The upcoming Labour-Day holiday season in mainland China appears to be offering little relief to Macau’s battered casino hotel businesses amid the ongoing Covid-19 crisis according to data compiled by GGRAsia and commentary offered to us.
Almost all of Macau’s currently-operating casino hotel venues are offering only “regular day rates” for sleeping accommodation during the holiday break, based on information collated by GGRAsia from the respective official hotel booking websites. This suggested the venues were not making any special marketing effort for the vacation as they don’t expect much trade, according to remarks by a local travel trade group representative.
A raft of travel restrictions remain in place affecting travel in and out of Macau, although the city has had no new cases of Covid-19 infection for 21 days.

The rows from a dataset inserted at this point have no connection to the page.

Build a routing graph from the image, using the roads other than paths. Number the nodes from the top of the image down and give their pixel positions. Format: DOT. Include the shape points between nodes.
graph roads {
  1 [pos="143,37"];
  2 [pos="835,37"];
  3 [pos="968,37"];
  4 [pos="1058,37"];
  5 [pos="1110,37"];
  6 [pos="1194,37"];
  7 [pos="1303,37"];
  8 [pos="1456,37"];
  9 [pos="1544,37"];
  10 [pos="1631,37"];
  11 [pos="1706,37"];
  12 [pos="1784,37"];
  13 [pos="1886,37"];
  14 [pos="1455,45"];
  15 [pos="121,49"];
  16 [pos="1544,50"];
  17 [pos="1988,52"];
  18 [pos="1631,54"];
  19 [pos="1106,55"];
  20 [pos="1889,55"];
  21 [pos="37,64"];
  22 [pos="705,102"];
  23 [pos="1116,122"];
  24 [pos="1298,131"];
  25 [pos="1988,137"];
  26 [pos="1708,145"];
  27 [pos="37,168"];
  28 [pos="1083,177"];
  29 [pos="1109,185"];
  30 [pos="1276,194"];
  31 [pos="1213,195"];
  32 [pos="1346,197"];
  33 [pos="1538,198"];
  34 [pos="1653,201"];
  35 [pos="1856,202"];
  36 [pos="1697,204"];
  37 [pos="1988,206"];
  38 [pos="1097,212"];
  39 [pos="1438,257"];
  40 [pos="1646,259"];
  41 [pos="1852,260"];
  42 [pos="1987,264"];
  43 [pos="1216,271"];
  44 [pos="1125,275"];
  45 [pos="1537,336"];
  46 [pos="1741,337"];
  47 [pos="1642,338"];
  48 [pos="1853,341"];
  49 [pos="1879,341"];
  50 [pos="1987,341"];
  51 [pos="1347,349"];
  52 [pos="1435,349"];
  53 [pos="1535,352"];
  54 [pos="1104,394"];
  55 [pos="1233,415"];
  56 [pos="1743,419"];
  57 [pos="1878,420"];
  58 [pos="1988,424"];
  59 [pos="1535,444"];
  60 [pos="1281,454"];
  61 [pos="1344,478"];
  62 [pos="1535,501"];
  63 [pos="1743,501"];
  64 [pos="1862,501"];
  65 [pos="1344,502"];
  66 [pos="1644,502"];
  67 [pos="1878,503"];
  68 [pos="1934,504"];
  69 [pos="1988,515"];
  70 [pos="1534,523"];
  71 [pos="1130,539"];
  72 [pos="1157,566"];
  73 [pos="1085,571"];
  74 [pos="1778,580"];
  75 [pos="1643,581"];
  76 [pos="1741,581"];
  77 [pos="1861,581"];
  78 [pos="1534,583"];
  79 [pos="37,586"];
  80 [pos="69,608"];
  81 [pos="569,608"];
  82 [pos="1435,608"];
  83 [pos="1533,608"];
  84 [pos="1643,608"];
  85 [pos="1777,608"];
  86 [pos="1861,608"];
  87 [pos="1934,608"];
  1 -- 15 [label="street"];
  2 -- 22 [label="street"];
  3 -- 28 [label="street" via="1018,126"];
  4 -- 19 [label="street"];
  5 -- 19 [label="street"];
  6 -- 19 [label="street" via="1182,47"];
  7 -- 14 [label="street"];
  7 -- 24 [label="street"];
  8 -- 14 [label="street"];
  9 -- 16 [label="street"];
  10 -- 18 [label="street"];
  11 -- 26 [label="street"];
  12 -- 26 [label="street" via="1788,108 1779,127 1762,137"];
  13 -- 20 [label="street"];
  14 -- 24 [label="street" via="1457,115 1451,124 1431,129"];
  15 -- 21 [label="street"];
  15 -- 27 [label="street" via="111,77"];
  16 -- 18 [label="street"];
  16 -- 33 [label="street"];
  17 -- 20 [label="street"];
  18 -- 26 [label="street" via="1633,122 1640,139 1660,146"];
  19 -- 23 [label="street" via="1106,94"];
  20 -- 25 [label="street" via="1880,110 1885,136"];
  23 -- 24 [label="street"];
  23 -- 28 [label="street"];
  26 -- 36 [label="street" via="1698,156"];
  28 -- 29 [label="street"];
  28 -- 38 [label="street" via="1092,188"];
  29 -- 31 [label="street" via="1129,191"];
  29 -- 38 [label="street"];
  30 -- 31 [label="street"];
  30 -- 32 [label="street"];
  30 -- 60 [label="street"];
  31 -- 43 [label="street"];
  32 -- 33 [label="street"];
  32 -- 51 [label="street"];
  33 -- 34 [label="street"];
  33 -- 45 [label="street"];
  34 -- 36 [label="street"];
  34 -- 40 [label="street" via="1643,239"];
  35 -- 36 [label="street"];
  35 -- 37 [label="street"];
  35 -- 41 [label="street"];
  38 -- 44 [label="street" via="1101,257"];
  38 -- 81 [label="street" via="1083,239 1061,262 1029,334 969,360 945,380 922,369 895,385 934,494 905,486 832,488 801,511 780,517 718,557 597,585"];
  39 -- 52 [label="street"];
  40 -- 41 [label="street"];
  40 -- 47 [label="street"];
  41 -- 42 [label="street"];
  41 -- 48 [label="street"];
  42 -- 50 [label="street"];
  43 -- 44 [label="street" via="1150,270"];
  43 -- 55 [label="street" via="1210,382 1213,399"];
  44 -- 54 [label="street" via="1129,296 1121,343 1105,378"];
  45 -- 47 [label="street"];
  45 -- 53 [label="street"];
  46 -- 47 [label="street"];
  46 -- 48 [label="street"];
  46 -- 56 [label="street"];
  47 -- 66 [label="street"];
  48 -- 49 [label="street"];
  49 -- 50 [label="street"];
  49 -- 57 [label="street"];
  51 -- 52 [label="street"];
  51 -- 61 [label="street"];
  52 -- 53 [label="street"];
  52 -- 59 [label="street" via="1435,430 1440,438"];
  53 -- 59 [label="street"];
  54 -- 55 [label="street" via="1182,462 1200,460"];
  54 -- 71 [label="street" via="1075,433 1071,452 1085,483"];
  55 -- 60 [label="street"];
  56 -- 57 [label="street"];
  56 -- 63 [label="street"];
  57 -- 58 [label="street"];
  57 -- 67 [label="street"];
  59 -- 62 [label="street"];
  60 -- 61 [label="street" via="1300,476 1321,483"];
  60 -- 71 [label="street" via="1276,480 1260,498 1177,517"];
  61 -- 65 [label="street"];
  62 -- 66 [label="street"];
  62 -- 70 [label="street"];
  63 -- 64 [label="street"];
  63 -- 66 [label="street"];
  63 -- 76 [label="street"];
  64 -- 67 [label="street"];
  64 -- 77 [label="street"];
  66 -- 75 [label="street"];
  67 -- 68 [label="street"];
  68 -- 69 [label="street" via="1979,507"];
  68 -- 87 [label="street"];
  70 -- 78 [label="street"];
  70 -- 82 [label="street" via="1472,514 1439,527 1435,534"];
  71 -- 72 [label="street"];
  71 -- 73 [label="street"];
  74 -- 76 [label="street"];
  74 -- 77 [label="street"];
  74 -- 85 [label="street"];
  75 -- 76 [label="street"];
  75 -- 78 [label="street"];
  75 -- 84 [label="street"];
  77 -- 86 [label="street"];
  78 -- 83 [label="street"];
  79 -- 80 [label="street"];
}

At Wednesday’s edition of the daily briefing on the local Covid-19 situation, Ma Chio Hong, a spokesperson for the city’s Public Security Police, the agency responsible for managing Macau’s border crossings, said no significant uptick in inward visitor numbers was expected for the holiday season, which China’s State Council has decreed will this year run from May 1 to May 5 inclusive.
Mr Ma said Macau had been receiving only a few hundred tourists per day in recent days, and the police expected similar numbers over the holiday season. In 2019 the statistical daily average was circa 108,000 tourist visitors per day, based on that year’s tally of 39.4 million arrivals as reported previously be the city’s Statistics and Census Service.
Cotai room availability and rates
As of Thursday afternoon, all 24 operating casino hotels across Macau peninsula and Cotai – a majority of them five-star properties – were all available for booking for the upcoming Labour Day holidays. According to data collated by GGRAsia the room rates offered were generally lower than the booking rates seen ahead of the same holiday period last year, when demand was far stronger.
The 24 casino hotels include: Hotel Grand Lisboa and Hotel Lisboa, located on Macau peninsula and promoted by SJM Holdings Ltd; MGM Macau and MGM Cotai, from MGM China Holdings Ltd; Wynn Macau and Wynn Palace, promoted by Wynn Macau Ltd; and Morpheus, The Countdown Hotel Macau, and Grand Hyatt Macau at City of Dreams, Macau, promoted by Melco Resorts and Entertainment Ltd, as well as that group’s majority-owned Cotai property Studio City and its Taipa casino hotel Altira.
The others were: Galaxy Hotel, Banyan Tree Macau, Hotel Okura Macau, the Ritz-Carlton, Macau, and JW Marriott Hotel Macau, as well as Broadway Macau, respectively part of Galaxy Entertainment Group Ltd’s Cotai portfolio of hotel properties; Galaxy Entertainment’s StarWorld Hotel on Macau peninsula; and the accommodation at Sands Macao, the Venetian Macao, the Parisian Macao, the Sheraton Grand Macao Hotel Cotai Central, the St Regis Macao, Cotai Central and Four Seasons Hotel Macao, all part of the casino resorts promoted by Sands China Ltd.
Macau hotel room rates for Labour-Day season were “not much different from April,” Andy Wu Keng Kuong, president of Macau Travel Industry Council, told GGRAsia. “They are practically regular day rates,” he added.
“As things stand now,” it was “meaningless” to cut room rates to attract clients “because even with a big discount in the room rate, you don’t have many customers that can come here due to the travel restrictions,” Mr Wu stated. “Macau can only expect the start of a turnaround in the hospitality business once the quarantine measures are lifted and Individual Visit [Scheme (IVS)] visa issuance resumes.”
A number of brokerages has estimated that tourism to Macau might start in phases, beginning with some travellers from mainland China under the so-called IVS scheme.
Macau’s Chief Executive Ho Iat Seng said last week that once the pandemic was deemed under control in China, his government would ask the country’s central authorities to consider restarting IVS visa issuance and to expand the number of mainland feeder cities involved in the programme.